Security teams must address phishing and social engineering in cybersecurity training as they remain the number one cause for breaches. According to reports by Verizon and Symantec, 70-90% of breaches derive from phishing or a form of social engineering attacks. Social engineering is constantly on the rise and it is putting your employees and organization at great risk. Therefore, it is a prevalent danger, and cybersecurity training must address it to avoid negative consequences such as financial losses, stolen data, or brand damage.

There are a variety of attacks continuously putting your employees to the test: phishing through emails, SMS, spoofed websites, and phone scams, in many different forms. Some attacks can be difficult to spot for employees, and social engineers are continuously finding new ways to make them increasingly sophisticated.

The need for practical training

The best way to train your employees to recognize attacks is to send attack simulations that replicate realistic threats. Once people start to learn with the help of simulated attacks, they will start recognizing malicious threats alike. As a result, it will become much more challenging for attackers to trick your employees into falling victim to their attacks. With successful training, you will create a strong human firewall, and that’s one of the most impactful ways to lower organizational human risk.

Simply sending infrequent organization-wide simulations will not decrease human risk. To change how employees interact with real threats, you need to send frequent simulations with relevant, personalized content. This guide will explain why content is important for achieving behavior change and reducing risk. We will also examine the traditional content development methods that are often believed to be effective, to help you understand why frequent, individualized, and up-to-date content is vital for successful training.

Traditional training content approaches and its shortcomings

There are two main traditional content approaches currently used by security teams to simulate threats.

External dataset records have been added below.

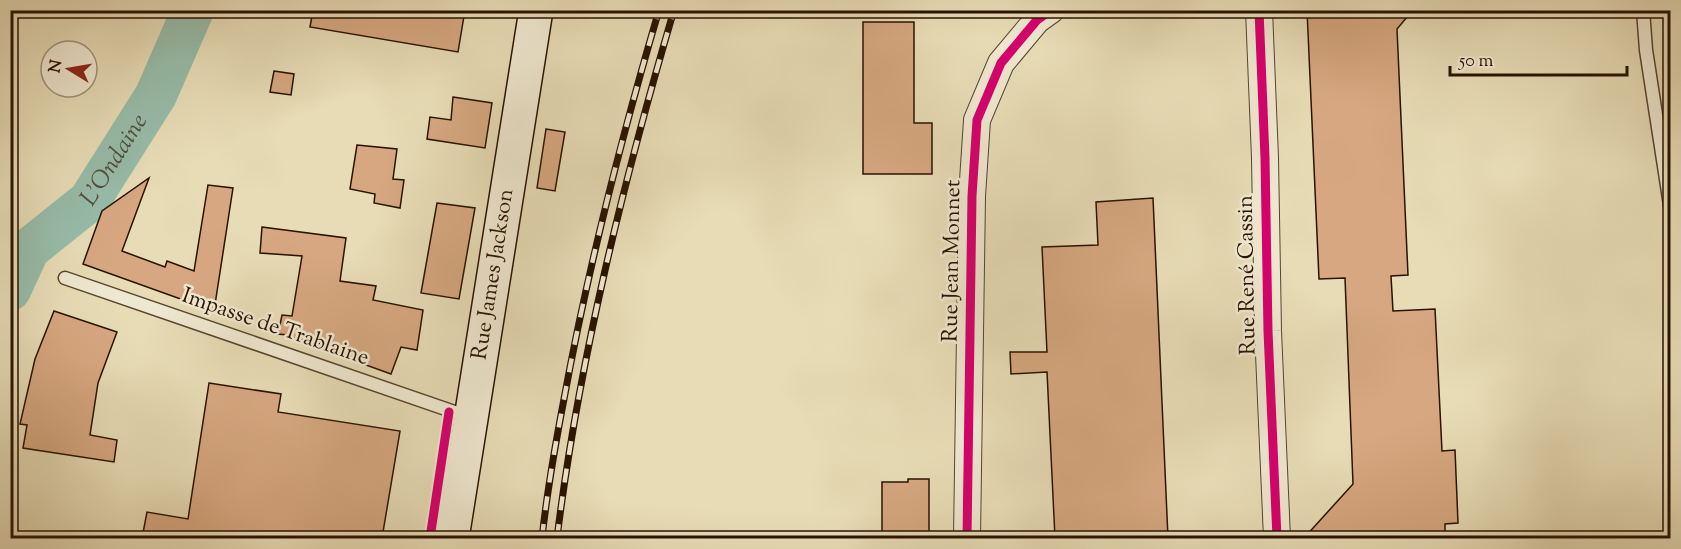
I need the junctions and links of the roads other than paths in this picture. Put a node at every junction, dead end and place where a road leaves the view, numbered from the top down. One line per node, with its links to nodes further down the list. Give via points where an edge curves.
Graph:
1 (536, 10): 7 (main road, Rue James Jackson)
2 (1051, 10): 9 (street, Rue Jean Monnet, via 1001,63 977,120 972,196)
3 (1259, 10): 10 (street, Rue René Cassin)
4 (1643, 10): 5 (lane)
5 (1671, 205)
6 (65, 278): 7 (lane, Impasse de Trablaine)
7 (471, 418): 8 (main road, Rue James Jackson)
8 (452, 538)
9 (967, 538)
10 (1277, 538)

A manual content approach requires a series of steps to set up the simulation content before sending it out. This process is quite complicated and resource-consuming. First, you must set up domains both for the sender email address and the landing page. You also need to create the simulation content manually. To make the phishing emails look realistic, you often use an HTML template to do so. And to resemble real threats you should include simulated attachments. This requires extra work, especially when you want to track your employees’ interactions.

With a tool-based content approach, you gain access to a library of simulation templates that you can send to your employees. Still, the security team needs to do a lot of manual work related to planning, setting up domains, analyses, personalization, training employees, establishing a process for employees to follow, setting up a threat reporting functionality, threat classification, and incident response. A tool-based content approach isn’t scalable when you want to change the behavior of larger workforces with hundreds or thousands of people.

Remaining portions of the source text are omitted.